## Directions
Go through the data and copy every line in which "Perimeter" appears.

[[ Data shown, beginning ]]

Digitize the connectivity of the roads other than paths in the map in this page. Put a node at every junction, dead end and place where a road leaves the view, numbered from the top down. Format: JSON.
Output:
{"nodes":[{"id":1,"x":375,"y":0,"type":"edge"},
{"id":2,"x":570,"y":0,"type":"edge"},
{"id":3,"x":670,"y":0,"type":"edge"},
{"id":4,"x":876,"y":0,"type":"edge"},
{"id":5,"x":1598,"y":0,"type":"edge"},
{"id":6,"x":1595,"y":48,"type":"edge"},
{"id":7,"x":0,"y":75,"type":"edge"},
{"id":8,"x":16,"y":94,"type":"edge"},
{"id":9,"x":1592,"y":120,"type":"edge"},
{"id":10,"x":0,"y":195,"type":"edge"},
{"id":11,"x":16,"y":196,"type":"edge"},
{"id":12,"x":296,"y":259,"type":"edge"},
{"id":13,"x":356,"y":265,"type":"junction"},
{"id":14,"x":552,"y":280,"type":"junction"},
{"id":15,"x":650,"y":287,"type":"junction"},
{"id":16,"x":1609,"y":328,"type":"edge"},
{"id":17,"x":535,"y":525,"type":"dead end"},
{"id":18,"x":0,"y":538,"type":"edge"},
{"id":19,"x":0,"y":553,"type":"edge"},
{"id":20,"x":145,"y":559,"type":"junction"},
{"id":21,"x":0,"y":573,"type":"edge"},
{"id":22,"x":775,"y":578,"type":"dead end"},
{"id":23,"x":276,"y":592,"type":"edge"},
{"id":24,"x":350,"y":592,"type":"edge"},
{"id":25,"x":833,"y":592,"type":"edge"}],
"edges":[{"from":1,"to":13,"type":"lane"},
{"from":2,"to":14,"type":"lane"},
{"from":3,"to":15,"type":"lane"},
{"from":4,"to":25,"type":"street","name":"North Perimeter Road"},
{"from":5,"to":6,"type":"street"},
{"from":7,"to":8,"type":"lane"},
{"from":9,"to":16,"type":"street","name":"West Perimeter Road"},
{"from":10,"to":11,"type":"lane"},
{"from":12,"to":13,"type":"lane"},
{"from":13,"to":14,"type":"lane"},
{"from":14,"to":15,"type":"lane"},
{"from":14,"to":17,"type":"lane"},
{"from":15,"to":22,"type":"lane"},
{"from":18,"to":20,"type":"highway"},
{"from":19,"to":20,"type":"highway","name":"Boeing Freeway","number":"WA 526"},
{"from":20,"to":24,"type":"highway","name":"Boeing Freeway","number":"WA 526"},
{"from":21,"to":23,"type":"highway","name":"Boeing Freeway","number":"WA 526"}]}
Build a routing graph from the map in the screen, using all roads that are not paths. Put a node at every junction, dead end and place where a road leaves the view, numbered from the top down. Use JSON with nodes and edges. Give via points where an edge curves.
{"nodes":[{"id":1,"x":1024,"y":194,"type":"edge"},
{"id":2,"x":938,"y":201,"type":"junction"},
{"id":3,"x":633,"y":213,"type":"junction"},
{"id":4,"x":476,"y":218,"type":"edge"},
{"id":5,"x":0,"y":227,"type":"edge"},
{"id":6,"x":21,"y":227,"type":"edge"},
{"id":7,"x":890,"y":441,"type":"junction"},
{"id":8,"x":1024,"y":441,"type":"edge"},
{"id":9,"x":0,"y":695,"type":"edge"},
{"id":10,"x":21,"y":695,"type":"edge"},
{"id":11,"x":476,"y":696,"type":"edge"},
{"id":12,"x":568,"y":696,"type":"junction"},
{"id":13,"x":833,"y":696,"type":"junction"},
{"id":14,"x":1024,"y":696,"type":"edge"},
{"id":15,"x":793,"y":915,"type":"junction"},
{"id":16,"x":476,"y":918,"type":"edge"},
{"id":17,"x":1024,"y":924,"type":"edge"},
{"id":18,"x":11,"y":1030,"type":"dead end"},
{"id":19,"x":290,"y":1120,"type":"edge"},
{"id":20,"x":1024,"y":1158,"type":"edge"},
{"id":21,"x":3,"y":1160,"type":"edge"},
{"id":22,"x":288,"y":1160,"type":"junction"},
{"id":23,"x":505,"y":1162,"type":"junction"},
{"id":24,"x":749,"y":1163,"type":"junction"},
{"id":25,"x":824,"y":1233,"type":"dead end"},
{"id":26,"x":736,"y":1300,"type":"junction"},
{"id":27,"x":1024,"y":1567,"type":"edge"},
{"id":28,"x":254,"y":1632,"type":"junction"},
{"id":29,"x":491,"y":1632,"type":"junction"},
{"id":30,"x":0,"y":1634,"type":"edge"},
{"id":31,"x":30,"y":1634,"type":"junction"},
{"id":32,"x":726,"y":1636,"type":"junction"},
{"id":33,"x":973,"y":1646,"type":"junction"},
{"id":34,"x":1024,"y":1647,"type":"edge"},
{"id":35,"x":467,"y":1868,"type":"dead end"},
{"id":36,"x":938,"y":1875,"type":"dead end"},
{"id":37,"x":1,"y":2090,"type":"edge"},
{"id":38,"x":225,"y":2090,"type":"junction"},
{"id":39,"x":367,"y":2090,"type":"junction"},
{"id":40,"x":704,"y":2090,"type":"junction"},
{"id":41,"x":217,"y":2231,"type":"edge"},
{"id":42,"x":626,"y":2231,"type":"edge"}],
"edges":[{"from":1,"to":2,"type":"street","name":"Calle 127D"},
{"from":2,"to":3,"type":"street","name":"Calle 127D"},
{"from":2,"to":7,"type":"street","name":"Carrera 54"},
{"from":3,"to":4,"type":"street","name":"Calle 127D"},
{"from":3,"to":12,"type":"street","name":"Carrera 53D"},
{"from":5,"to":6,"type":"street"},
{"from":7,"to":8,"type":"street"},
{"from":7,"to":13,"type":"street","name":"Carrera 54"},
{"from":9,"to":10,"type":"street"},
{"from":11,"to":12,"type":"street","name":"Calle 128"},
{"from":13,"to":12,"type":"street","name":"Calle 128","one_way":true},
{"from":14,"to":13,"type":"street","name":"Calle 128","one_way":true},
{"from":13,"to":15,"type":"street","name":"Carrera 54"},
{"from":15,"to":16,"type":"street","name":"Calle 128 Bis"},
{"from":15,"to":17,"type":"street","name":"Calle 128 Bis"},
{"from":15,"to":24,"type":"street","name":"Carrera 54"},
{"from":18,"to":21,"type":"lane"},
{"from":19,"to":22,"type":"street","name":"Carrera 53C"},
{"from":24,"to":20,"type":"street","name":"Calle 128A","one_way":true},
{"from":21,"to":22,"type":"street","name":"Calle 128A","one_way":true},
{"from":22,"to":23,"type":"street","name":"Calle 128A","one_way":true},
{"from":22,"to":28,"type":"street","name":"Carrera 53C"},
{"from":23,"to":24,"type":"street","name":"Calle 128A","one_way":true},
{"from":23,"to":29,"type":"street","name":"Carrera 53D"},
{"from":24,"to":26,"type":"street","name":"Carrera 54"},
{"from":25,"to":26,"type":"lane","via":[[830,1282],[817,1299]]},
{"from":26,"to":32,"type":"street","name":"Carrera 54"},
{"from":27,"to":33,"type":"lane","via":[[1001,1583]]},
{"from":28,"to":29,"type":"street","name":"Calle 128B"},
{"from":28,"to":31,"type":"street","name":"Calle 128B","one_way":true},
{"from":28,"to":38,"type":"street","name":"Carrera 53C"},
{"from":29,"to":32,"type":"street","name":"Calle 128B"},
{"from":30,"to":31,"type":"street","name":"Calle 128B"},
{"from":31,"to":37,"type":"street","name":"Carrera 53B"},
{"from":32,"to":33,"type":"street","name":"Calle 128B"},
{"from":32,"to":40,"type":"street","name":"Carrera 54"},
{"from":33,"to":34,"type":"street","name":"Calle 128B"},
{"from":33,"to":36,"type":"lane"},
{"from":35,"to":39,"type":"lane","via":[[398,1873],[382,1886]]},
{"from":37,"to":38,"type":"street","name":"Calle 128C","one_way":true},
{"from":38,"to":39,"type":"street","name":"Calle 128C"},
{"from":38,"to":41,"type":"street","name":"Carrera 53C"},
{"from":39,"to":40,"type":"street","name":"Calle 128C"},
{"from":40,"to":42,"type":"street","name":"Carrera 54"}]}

[[ Data shown, end ]]

## Task output
{"from":4,"to":25,"type":"street","name":"North Perimeter Road"},
{"from":9,"to":16,"type":"street","name":"West Perimeter Road"},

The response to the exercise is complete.